5.23.2006

mercenaries

An increasing reliance on "private security companies" by the United States has led to a recent report by Amnesty International accusing it of "war outsourcing."

Amnesty's Executive Director Larry Cox states that "War outsourcing is creating the corporate equivalent of Guantánamo Bay — a virtual rules-free zone in which perpetrators are not likely to be held accountable for breaking the law." He goes on to claim that the U.S. "has sacrificed its most fundamental principle [human rights] by abusing prisoners as a matter of policy, by 'disappearing' detainees into a network of secret prisons and by abducting and sending people for interrogation to countries that practice torture." This doesn't seem like the sort of thing a country leading the war against terror should be doing.

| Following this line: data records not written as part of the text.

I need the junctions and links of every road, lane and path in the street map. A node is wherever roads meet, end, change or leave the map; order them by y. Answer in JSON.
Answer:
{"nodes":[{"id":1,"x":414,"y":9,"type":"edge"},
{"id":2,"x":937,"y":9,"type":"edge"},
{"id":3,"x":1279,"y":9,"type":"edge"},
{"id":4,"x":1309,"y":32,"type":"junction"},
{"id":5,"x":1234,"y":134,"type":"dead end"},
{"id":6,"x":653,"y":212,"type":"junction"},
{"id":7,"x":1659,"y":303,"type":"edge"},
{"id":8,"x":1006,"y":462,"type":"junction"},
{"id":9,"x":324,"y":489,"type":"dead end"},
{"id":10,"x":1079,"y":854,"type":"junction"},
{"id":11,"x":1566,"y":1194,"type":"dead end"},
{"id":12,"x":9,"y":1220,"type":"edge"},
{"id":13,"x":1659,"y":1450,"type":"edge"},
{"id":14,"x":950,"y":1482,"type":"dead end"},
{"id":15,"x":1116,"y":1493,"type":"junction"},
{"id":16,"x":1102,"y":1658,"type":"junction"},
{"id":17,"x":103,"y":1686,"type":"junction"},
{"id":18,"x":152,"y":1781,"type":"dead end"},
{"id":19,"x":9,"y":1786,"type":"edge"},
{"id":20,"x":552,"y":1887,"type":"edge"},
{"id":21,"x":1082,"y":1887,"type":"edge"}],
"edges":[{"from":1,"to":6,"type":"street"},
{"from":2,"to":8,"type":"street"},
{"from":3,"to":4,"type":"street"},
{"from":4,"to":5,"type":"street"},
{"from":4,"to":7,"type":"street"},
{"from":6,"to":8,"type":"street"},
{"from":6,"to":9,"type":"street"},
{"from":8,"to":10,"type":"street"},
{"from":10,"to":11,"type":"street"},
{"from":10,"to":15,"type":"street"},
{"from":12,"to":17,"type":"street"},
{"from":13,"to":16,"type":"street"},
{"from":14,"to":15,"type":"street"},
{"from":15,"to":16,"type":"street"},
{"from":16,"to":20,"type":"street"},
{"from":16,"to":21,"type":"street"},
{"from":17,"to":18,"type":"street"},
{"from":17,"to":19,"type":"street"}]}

In a somewhat related matter, the "military contractor" Blackwater USA is being sued for the wrongful death of four employees killed in Falluja, Iraq. Blackwater is a "professional military, law enforcement, security, peacekeeping, and stability operations firm" according to its website. Essentially, the U.S. pays them to do the same job as the military. Well, not quite. The U.S. pays Halliburton, which pays another security firm, ESS, slightly less. They then pay another firm, Regency, slightly less, which pays Blackwater slightly less. Blackwater then goes on to pay its employees slightly less. Profit for everyone.

The mind-boggling details are a bit too complex to relate here, but The Nation does a good job.

Blackwater doesn't discriminate, though. They've profited nicely from Hurricane Katrina, are prepared to take on "the Darfur account."